The Blazers settled on Billups after an interview process where several people — San Antonio Spurs assistant Becky Hammon among them — were talked to about the job. Others known to have been on Portland’s list were Brooklyn assistant Mike D’Antoni and Los Angeles Lakers assistant Jason Kidd, who withdrew his name from consideration.
Olshey praised Hammon, who has been with the Spurs as an assistant under Gregg Popovich for seven seasons. At one point, Hammon was said to be the favorite of Jody Allen, owner of the Blazers and sister of the late Paul Allen.

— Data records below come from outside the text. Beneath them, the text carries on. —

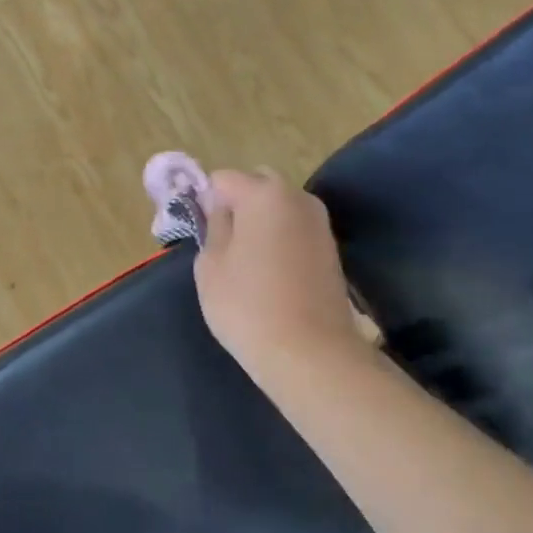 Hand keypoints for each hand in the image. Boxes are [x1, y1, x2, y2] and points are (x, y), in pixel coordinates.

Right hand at [193, 168, 369, 380]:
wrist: (310, 353)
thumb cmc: (247, 306)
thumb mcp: (210, 266)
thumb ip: (213, 227)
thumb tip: (222, 212)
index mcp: (264, 193)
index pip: (222, 179)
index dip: (206, 201)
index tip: (201, 231)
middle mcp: (298, 198)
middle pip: (258, 185)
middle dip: (238, 204)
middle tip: (222, 243)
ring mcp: (320, 224)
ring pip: (280, 209)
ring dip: (261, 223)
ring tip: (246, 263)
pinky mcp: (331, 251)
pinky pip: (295, 232)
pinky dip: (280, 241)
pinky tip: (270, 275)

“We absolutely admire Becky. She did a great job. Obviously, making it as far as the ownership level of an interview process isn’t easy,” Olshey said. “If you start with 20, we narrowed it down to about six or seven we did Zooms with as kind of a second round, and then she made it all the way to the ownership level, which is really an endorsement of just how far she’s come and how close she is to being a head coach.
“This was a diverse list of candidates,” he added. “We felt like we were in an equitable search.”
Over the course of his career, Billups played for Boston, Toronto, Denver, Minnesota, Detroit, New York and the Clippers. Known as “Mr. Big Shot,” he was MVP of the 2004 NBA Finals after leading the Pistons to a title.
This season with the Clippers is his lone coaching experience.
Olshey, who as former GM of the Clippers claimed Billups off waivers in 2011, addressed Billups’ lack of coaching credentials. He believes Billups has potential, plus thinks he will mesh well with Blazers guards Damian Lillard and CJ McCollum.
“Chauncey checked a lot of the boxes. We were looking for leadership, he’s renowned as one of the great leaders we’ve had in the NBA. He’s a Hall of Fame point guard … obviously our two best players are guards like Chauncey. He can relate to them,” Olshey said. “He’s got the presence to hold guys accountable and Chauncey and I have some history as well, we go back beyond our relationship with the Clippers.”
The Blazers parted ways with former coach Terry Stotts shortly after the team was eliminated by the Denver Nuggets in the opening round of the playoffs.
Stotts coached the Blazers for nine seasons, taking them to the playoffs in the last eight. But Portland failed to advance past the first round in four of the last five years.